* **Directions for this task**: Search the listing below, and show each line that includes the word "wherever".

* **Task data**:
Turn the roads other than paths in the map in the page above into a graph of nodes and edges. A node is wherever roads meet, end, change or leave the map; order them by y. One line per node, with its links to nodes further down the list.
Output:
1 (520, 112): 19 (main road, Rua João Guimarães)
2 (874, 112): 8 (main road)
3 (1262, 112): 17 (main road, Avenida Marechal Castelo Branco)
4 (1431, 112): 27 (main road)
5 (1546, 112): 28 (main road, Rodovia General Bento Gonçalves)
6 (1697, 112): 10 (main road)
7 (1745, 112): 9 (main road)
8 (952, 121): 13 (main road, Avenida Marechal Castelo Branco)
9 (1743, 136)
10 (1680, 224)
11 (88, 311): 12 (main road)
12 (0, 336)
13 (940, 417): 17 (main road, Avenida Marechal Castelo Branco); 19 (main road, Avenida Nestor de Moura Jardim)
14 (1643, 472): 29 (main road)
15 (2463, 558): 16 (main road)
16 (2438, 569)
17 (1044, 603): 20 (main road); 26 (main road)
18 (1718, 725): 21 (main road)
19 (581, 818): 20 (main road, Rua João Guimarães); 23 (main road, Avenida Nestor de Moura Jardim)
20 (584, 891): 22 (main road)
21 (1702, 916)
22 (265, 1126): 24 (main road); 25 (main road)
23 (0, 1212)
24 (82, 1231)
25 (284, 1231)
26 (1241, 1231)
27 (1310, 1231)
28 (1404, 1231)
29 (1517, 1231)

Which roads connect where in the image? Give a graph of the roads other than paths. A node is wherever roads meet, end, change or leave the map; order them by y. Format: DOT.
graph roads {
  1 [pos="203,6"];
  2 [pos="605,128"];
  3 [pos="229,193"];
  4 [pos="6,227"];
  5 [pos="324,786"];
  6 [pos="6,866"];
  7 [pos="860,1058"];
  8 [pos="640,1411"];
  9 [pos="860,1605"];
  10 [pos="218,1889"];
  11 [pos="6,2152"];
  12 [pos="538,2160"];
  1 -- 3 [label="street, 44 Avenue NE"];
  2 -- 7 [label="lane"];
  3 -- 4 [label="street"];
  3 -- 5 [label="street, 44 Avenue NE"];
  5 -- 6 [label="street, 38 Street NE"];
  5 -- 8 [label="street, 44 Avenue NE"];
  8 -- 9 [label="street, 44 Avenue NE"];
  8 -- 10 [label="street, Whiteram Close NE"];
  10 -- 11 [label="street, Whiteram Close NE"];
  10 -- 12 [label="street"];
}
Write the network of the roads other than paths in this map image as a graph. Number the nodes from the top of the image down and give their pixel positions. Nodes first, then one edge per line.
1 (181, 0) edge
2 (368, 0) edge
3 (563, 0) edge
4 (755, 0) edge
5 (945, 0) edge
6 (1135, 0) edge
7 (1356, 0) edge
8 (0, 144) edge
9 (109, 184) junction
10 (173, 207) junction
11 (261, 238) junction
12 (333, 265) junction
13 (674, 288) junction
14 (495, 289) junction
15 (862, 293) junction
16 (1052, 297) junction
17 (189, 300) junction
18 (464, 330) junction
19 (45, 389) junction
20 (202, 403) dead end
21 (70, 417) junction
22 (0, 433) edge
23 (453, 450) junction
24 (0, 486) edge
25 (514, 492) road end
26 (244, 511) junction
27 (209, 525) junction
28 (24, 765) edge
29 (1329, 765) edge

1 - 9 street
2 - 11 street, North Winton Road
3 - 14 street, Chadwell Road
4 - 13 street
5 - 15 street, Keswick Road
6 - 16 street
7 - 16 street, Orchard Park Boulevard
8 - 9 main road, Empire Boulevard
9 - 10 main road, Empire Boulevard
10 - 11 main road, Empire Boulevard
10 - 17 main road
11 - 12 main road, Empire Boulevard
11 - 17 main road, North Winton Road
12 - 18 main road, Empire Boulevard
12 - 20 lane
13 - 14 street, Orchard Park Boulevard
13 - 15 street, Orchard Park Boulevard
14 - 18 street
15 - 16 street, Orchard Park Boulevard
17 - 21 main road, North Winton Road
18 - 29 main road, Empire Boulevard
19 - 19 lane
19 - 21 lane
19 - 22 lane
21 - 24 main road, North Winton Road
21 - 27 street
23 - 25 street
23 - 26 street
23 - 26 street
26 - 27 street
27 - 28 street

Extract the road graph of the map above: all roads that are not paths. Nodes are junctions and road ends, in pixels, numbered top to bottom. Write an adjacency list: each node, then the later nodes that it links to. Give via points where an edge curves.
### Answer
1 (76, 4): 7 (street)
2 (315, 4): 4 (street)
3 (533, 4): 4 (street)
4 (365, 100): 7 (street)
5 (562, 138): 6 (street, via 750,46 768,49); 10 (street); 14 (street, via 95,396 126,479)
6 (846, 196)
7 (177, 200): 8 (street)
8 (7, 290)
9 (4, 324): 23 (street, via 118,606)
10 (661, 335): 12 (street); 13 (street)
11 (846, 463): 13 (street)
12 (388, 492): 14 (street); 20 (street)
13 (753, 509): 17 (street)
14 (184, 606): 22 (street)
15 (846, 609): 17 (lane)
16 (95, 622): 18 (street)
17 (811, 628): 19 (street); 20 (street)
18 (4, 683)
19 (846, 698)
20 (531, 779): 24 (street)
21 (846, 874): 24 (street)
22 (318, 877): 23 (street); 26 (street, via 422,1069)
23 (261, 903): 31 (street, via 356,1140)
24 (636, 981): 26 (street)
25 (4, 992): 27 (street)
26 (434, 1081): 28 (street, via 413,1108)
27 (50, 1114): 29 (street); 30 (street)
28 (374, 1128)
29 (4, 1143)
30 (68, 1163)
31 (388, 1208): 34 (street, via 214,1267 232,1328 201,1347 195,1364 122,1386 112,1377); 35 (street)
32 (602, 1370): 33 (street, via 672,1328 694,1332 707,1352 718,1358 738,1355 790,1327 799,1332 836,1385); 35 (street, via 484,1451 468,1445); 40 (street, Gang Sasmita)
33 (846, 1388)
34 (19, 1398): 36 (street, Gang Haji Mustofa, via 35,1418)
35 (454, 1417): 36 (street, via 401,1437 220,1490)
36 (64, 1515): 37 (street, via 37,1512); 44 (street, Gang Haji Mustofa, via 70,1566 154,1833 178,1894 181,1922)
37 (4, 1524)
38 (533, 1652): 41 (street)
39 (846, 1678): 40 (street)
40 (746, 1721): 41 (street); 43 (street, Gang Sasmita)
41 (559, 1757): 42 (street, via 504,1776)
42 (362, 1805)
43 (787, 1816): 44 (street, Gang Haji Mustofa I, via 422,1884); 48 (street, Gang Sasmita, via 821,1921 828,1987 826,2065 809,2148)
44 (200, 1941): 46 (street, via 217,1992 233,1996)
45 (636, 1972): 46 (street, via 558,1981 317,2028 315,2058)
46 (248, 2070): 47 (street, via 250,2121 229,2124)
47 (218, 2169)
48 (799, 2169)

* **Exercise result**:
Turn the roads other than paths in the map in the page above into a graph of nodes and edges. A node is wherever roads meet, end, change or leave the map; order them by y. One line per node, with its links to nodes further down the list.
Which roads connect where in the image? Give a graph of the roads other than paths. A node is wherever roads meet, end, change or leave the map; order them by y. Format: DOT.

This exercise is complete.